Die Klägerin zu 1) habe Anspruch auf den sog. Alleinerziehendenzuschlag gem. § 21 Abs. 3 SGB ll, da sie mit dem Kläger zu 2) als minderjährigem Kind zusammenlebe und allein oder schwerpunktmäßig für dessen Pflege und Erziehung sorge. Die Klägerin wohne zwar nach der Trennung von ihrem Lebensgefährten kurzfristig bei ihren Eltern, allerdings werde von diesen weder eine finanzielle Unterstützung noch ein Beitrag für die Pflege und Erziehung des Klägers zu 2 geleistet, dass nicht mehr von der umfassenden Verantwortung der Klägerin zu 1) für den Kläger zu 2) ausgegangen werden könne. Dies sei den Eltern der Klägerin zu 1) bereits aufgrund ihres Alters (71 und 74 Jahre) nicht mehr möglich gewesen.
Ferner sei von dem Einkommen des Klägers zu 2) die sog. Versicherungspauschale abzusetzen, da die Eltern des Klägers für diesen eine Unfallversicherung abgeschlossen haben. Eine solche Unfallversicherung sei üblich. Ferner sei sie auch nach Grund und Höhe angemessen, da der Kläger zu 2) ein Kind sei, welches sich häufig verletze, da er sehr wild sei und keine Angst kenne. Er sei bereits mehreren Verletzungen um Haaresbreite entgangen und habe bereits mehrfach gravierende Verletzungen erlitten, so dass eine offensichtliche Gefährdungslage vorliege. Wegen einer Verletzung aufgrund eines Aufpralls gegen einen Tisch sei der Kläger stationär aufgenommen worden.

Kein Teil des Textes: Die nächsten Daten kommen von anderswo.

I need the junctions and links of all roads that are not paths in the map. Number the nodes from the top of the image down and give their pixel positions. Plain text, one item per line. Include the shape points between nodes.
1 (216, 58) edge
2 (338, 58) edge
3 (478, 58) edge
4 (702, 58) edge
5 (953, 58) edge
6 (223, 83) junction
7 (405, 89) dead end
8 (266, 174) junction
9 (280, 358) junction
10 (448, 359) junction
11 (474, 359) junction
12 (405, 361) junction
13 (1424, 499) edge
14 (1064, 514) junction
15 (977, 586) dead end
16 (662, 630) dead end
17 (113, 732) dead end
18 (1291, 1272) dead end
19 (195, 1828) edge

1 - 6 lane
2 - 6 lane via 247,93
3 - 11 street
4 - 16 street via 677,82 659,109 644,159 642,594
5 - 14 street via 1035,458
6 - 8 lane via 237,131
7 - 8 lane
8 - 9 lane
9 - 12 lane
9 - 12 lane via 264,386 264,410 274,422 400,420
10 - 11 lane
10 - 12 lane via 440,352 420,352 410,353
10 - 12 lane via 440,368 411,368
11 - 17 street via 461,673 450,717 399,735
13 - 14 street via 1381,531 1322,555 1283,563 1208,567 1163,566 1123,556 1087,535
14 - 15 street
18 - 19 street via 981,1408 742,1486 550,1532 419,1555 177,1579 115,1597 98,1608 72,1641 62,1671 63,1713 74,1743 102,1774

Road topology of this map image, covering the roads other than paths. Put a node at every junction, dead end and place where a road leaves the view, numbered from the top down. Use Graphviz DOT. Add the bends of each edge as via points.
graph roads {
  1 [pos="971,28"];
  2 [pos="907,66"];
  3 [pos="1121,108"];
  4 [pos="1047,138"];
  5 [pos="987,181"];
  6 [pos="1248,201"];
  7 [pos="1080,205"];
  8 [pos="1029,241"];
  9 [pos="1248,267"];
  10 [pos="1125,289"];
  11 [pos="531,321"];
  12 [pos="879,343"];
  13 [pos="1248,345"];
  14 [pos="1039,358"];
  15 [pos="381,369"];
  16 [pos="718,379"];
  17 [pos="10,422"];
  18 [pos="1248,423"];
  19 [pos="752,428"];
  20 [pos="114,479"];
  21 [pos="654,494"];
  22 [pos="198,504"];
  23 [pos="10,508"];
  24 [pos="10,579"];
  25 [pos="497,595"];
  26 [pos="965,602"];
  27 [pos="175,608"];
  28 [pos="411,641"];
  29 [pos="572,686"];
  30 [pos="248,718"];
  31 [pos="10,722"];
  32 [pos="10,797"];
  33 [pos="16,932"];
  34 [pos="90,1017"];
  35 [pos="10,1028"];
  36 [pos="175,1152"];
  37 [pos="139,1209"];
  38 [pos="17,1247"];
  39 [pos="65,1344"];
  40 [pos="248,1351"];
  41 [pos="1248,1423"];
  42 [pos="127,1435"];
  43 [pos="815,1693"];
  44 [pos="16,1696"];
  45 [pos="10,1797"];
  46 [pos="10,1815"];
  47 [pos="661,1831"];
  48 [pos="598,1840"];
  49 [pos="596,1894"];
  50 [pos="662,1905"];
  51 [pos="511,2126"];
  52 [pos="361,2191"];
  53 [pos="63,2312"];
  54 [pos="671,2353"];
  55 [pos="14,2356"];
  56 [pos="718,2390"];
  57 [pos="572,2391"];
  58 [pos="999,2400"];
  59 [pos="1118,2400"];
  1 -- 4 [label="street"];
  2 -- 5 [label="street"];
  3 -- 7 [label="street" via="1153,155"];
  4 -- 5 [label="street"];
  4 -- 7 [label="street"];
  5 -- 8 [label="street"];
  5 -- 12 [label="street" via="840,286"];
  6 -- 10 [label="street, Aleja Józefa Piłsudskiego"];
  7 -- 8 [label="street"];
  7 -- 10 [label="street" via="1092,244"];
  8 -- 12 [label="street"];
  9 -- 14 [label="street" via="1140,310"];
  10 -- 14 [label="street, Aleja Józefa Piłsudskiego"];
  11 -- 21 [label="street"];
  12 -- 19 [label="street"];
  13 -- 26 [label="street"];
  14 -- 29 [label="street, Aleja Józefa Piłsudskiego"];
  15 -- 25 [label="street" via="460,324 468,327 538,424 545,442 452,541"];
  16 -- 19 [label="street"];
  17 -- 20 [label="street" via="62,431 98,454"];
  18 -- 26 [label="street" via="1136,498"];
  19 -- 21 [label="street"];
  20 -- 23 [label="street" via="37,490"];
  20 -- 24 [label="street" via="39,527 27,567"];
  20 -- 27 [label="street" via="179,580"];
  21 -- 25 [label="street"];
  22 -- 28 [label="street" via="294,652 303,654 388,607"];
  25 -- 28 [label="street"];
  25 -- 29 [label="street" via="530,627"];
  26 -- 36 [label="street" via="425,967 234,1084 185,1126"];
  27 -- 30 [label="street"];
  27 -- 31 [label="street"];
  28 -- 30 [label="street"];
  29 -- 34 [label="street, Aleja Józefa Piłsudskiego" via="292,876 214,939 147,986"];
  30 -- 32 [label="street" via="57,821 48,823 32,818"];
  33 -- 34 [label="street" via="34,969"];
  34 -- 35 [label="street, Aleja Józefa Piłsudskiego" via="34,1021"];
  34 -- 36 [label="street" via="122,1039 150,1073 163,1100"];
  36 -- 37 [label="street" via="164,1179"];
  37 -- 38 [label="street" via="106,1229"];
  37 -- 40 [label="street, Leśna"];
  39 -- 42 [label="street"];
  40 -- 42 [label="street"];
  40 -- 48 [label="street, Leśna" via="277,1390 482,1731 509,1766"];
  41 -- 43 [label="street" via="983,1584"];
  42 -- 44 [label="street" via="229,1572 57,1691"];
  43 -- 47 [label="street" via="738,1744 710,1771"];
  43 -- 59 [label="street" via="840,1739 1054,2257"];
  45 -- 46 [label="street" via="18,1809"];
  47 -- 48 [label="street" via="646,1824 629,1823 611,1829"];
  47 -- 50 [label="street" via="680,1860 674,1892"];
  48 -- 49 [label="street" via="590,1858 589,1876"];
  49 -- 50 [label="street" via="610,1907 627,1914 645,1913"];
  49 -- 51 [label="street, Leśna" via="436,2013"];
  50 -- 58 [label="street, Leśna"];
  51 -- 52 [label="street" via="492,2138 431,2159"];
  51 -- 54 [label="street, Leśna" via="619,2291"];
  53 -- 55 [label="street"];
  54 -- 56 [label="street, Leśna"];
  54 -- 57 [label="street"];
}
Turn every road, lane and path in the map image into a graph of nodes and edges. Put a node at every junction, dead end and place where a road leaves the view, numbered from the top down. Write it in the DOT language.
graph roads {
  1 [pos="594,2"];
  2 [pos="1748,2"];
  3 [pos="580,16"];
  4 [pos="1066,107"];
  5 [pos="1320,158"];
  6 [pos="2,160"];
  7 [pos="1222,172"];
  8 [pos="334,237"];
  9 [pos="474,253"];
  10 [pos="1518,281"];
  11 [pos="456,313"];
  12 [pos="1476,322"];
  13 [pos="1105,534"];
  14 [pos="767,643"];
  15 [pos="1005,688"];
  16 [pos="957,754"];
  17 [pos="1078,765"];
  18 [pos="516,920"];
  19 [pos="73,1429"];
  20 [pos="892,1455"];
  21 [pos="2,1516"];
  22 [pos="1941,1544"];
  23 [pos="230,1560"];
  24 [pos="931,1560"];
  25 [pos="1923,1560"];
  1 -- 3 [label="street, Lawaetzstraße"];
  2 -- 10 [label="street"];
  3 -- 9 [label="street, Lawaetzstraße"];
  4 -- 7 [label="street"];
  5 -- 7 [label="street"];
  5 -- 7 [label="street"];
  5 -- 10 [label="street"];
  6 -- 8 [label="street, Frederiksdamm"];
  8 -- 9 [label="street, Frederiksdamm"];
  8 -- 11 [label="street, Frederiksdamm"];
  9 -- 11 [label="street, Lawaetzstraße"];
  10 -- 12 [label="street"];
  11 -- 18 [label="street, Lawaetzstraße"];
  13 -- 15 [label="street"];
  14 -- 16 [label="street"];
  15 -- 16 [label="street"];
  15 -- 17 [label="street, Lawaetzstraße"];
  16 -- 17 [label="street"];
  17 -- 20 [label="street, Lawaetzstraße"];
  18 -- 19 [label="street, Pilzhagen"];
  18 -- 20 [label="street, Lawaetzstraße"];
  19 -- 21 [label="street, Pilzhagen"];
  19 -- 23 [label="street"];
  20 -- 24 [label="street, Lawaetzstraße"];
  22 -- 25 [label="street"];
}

Die Unfallversicherung habe hierfür Krankenhaustagegeld i.H.v. 120,00 Euro, Genesungsgeld i.H.v. 120,00 Euro und Roomin-in Geld in Höhe von 160,00 Euro gezahlt. Für den genauen Umfang der Unfallversicherung wird auf den Versicherungsschein (BI. 81 ff. der Gerichtsakte (GA)) Bezug genommen.
Die Kläger beantragen,
den Beklagten unter Abänderung des Bescheides vom 21.10.2009 in Gestalt des Änderungsbescheides vom 18.11.2009 in Gestalt des Widerspruchsbescheides vom 12.01.2010 in Gestalt des Änderungsbescheides vom 20.01.2010 sowie in Gestalt des Widerspruchsbescheides vom 18.02.2010 zu verpflichten, die beantragten Leistungen nach dem SGB II insbesondere den Alleinerziehendenzuschlag für die Klägerin zu 1) zu gewähren sowie den Abzug der Versicherungspauschale in Höhe von 30,00 Euro bei dem Einkommen des Klägers zu 2) zu berücksichtigen (im Zeitraum vom 07.10.2009 bis zum 30.04.2010).
Der Beklagte beantragt,
die Klage abzuweisen.
Der Kläger zu 2) habe keine Versicherung abgeschlossen, dies sei jedoch nach dem Wortlaut von § 6 Abs. 1 Nr. 2 Alg II-VO Voraussetzung für die Absetzung der Versicherungspauschale. Ferner sei die von den Eltern für den Kläger zu 2) abgeschlossene Unfallversicherung nach der Rechtsprechung des BSG nicht angemessen. Eine Unfallversicherung sei innerhalb der Bevölkerung nicht üblich. Insbesondere nicht bei Personen, die knapp oberhalb der Grenze der Bedürftigkeit liegen. Ferner sei die Versicherung auch vom Versicherungsumfang her nicht gerechtfertigt. Dies gelte zum einen für die Höhe der versicherten Beträge und zum anderen auch für den vereinbarten Versicherungsschutz im Einzelnen. Dass es sich nicht um einen einfachen Schutz handele, sei bereits aus der Bezeichnung „Komfort-Plus-Schutz” ersichtlich. Ferner sei bei dem Kläger zu 2) keine besondere Gefährdungslage gegeben. Der Kläger sei ein gesundes Kind mit altersgemäßer Entwicklung. Ein nicht vollständig ausgeprägtes Gefahrverständnis sei für Kinder dieses Alters entwicklungstypisch. Somit handele es sich um ein allgemeines und typisches Lebensrisiko von Kindern dieses Alters. Eine mit einer Erkrankung oder gar einer Behinderung vergleichbaren Lebenslage, die eine besondere Gefährdungssituation schafft, liege bei dem Kläger nicht vor. Schließlich seien die mit der Unfallversicherung abgesicherten Leistungen nicht notwendig, da diese von der Krankenversicherung abgedeckt seien.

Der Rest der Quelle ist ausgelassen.